Iaxman_Singh_Rathore , many people in adtech use us without the feature you request. They either set the TTL on every request - so every write causes the record to last longer, in effect - or they set it to a new value.

As you know, latency during writes is not so important, so if for some reason this is important to you, you can do the read as rbotzer suggests. As you can easily do millions of requests per server, and trivially scale horizontally, simply doing an extra read for every write is not as significant burden as you think. The writes are not in the ad serving loop ( only the actual reads ). Give it a try, you might be surprised.

@bbulkow, yeah we get that this can be programmatically. But in that case wouldn’t it be error prone, as it would be difficult to identify what amount of time should we reduce from existing TTL to get the new TTL. If this is handled at AS end it would be far more efficient and less error prone.

Agreed, and it’s on the list.

But let me point out that hundreds of companies have used Aerospike for exactly what you’re using it for, and no one has ever requested that feature. All of them prefer setting a specific TTL on each write, because they know when doing that write how long that information should be effective. That’s how everyone else does it. Your math and understanding of your data may be different, so that’s why the feature is now on the list, and you’ve got a work around.

If you’re super jazzed to do it yourself, you can submit a pull request.
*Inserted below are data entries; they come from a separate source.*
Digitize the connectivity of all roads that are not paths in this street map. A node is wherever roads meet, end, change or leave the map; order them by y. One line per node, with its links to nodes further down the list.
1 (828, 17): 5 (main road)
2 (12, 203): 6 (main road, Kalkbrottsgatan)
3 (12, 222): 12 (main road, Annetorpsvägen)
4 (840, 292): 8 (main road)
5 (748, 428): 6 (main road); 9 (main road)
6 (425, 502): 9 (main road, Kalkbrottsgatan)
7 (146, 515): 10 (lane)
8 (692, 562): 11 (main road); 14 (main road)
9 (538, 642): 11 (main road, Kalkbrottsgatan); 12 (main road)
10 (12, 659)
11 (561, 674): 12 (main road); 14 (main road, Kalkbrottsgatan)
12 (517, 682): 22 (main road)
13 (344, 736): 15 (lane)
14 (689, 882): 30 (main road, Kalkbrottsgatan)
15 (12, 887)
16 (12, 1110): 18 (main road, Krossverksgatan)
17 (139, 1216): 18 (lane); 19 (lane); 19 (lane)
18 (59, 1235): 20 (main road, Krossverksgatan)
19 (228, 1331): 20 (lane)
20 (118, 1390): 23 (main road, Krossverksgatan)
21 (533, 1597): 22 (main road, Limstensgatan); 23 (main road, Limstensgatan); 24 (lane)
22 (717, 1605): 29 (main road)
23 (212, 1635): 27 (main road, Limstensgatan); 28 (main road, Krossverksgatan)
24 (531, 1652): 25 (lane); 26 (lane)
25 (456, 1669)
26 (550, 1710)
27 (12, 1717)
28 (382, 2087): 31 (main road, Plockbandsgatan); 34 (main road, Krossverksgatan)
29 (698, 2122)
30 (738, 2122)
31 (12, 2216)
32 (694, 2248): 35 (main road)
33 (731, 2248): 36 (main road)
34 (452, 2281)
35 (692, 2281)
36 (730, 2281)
But you’ll probably have to upgrade the protocol because we’re low on bits, which means a fair amount of work.

@ankit.kothana

You can do this without using the TTL feature. Are you checking the cap value? If so then you’re already doing a read so you can use another bin to hold the expiration. Check this bin on the read and reset to 0 if expired, using the write policy to prevent another increment from occurring at the same time. You can also write a UDF to combine this into a single server-side operation if you don’t want to do a read. You’ll also probably need to write a quick background query to periodically scan through records and delete expired ones that aren’t being used anymore.

@bbulkow

We requested this feature last year: Maintain TTL value on record update or add fixed-timestamp expiration (3.10.0)

One of the issues is that the smallest TTL value is 1 second, which means a record with many increments per second will reset the expiration indefinitely. The read + write op was the only solution.